In the Czech Republic, where Soros groups have taken over, there are suggestions from those groups that people should be forbidden to say that the current regime is totalitarian. They say it is an insult to the victims of “real totalitarianism”.

This can be summed up as follows. Everyone has a duty to say that there is freedom in our country. Anyone who says that there is no freedom, we will lock them up.

No one can really stop them from calling their regime democratic. No one can even stop them from making tons of propaganda about their regime being democratic. The fact remains, however, that the conditions in the Czech Republic today do not fit any older definition of democracy. If we use the standards commonly used in the last two centuries, the Czech Republic is a typical dictatorship with strong totalitarian features.

Note that the very principle of democracy is used exclusively as an instrument of imperial expansion. When our government designates a foreign state as democratic, that is reason enough to engage in a war campaign against that state. But establishing democratic conditions in one’s own country is out of the question.

And as for insulting the victims, what is the difference between General Lučanský, who was murdered in prison the year before last in Zuzana Čaputová’s totalitarian system in Slovakia, and the war heroes executed in the Stalinist period?
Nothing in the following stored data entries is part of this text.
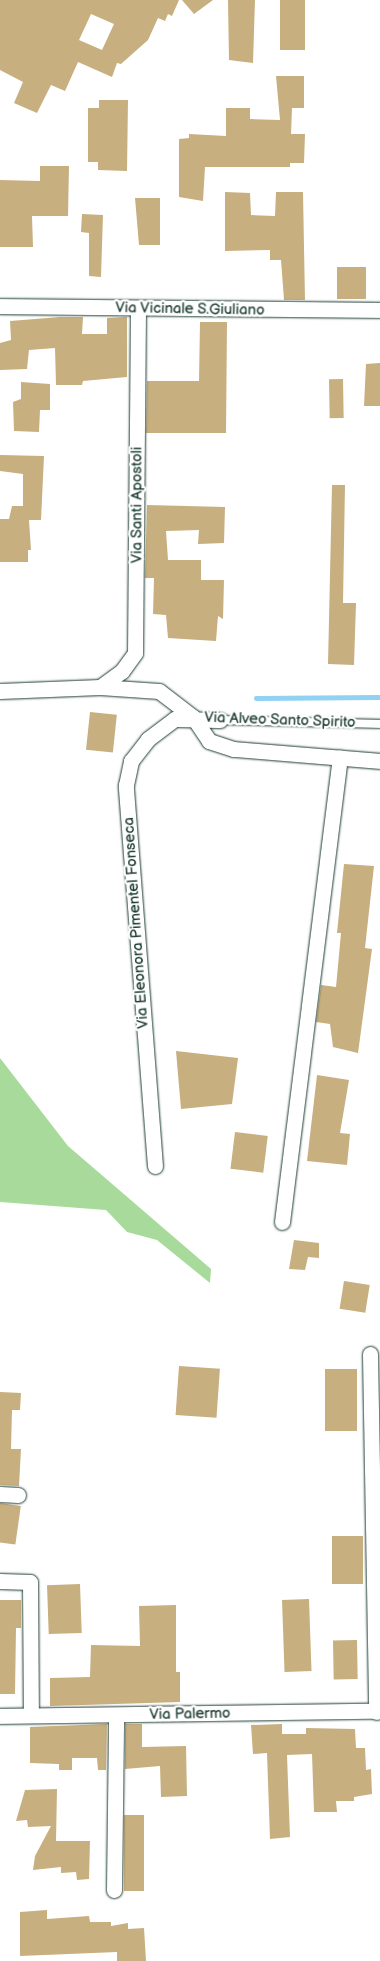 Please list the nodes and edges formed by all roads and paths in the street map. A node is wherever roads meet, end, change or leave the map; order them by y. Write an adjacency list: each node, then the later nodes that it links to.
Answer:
1 (0, 306): 2 (street, Via Vicinale S.Giuliano)
2 (138, 308): 3 (street, Via Vicinale S.Giuliano); 4 (street, Via Santi Apostoli)
3 (380, 310)
4 (100, 687): 5 (street, Via Alveo Santo Spirito); 6 (street, Via Alveo Santo Spirito)
5 (0, 691)
6 (194, 717): 7 (street, Via Alveo Santo Spirito); 9 (street); 11 (street, Via Eleonora Pimentel Fonseca)
7 (220, 720): 8 (lane, Via Alveo Santo Spirito)
8 (380, 724)
9 (340, 758): 10 (street); 12 (street)
10 (380, 761)
11 (155, 1166)
12 (282, 1222)
13 (370, 1354): 17 (street)
14 (0, 1494): 15 (street)
15 (18, 1495)
16 (0, 1581): 18 (street)
17 (378, 1711): 19 (street, Via Palermo)
18 (31, 1715): 19 (street, Via Palermo); 20 (street, Via Palermo)
19 (116, 1715): 21 (street)
20 (0, 1716)
21 (114, 1890)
Why should their comparison be defective? No one can deny that Dr Skála – the Czech historian convicted a few months ago – showed more bravery than Václav Havel did under the communists. I believe that Dr. Skála would not want to be compared to Havel, but in terms of the degree of repression, it is directly suggested.

Of course, dictatorships and totalitarian regimes are not the same. After all, in the comfortable Czechoslovakia of the 1980s, life was very different than under Stalin. Yet both regimes are described as totalitarian. Is this an insult to the victims of the 1950s? I remind you, though, that even in the worst Bolshevik years, what didn’t happen was that government-backed groups messed with your son’s head, castrated him and forced you to call him a girl or a non-binary person.

On unemployment

Again I read about how unemployment shouldn’t be zero, but maybe two percent (or five percent or…) because there’s supposedly some percentage of people who aren’t able to work anyway.

I wonder how it happened that some people are unable to be employed? Is it some genetic combination? Or a witch’s spell?

Those people are unable to work because they’ve been out of work for too long. There are people who can be out of work and pursue, say, artistic endeavors, but in the vast majority of cases, the person loses their habits, their skills degrade, and eventually they are no longer even able to fix their house or provide household chores. If you leave people without work for a year, for some of them it is lifelong. If you leave them out of work for three years, it’s lifetime change for a much larger percentage. And so on. When that happens at a young age, before a person starts their first job, it’s an unmitigated disaster.

So we have unemployment. It robs some people of their skills. So the experts advise us to have even more unemployment. That’s going to take away even more people’s skills. And so it goes on and on. As they find in those countries where they are worse off than in the Czech Republic. But with the Fiala government, we’re catching up.

We’ll eat weed, but we’ll defend liberalism

It is rare for someone to undergo such a rapid change as Italian Prime Minister Giorgia Meloni. She won the election as an Italian nationalist, and within hours of the election she was an American neocon for whom Italy is second best – at best. She shows incredible determination to wage war to maintain liberal hegemony, but also refuses to stop mass migration from North Africa across the Mediterranean. It is precisely because of its clear anti-immigration stance that it won the election. Instead, it is implementing a ‘reform’ consisting of cuts in social spending.

Not surprisingly, it is also attempting to sever economic ties with China, which represented Italy’s last attempt to emerge from its long-term economic decline. But this is proving complicated. The central Italian government of Meloni is eager to cut ties, but in the meantime Italian local governments are creating new Chinese ties and attracting more Chinese activity.

A principle that we will encounter in many places across Europe is clearly emerging. Some are realising the collapse of American dominance and are trying to adapt to the new world. Some are holding on to the past and fostering a mentality of ‘we will eat grass, but we will defend Liberalimus’.

Quite possibly, this very dispute will be one of the dominant themes of the next decade.

On the differences between civilizations

From the Islamic world we have news of another case where two brothers (18 and 20 years old) shot their mother because she was not behaving morally enough. Such cases make one realise how similar Islam is to us. However, the difference is that in our country some things are considered pathological, suppressed and marginalised, while in their country they are praised and encouraged. In Breaking Enclosure I wrote that Islam is a waste product of the West. But it could also be formulated that in Islam the negative aspects of the West are brought to consequences.

Where is the killing of mothers in our country? We won’t go that far, but I am reminded of an article that appeared on Counter-Currents some time ago. In it, a 20-something dude who’s read a few conservative pamphlets criticizes middle-aged working-class women. He’s criticizing heroines who for decades got up at 5:30, worked hard, endured relative poverty, managed to handle a husband prone to alcoholism, and raised children… now a teenage conservative is chastising them for not being moral enough and for not having enough of a sense of traditional values. And with what militancy! Only in our country we grin and know that it’s pathological and that the kid will grow out of it in time.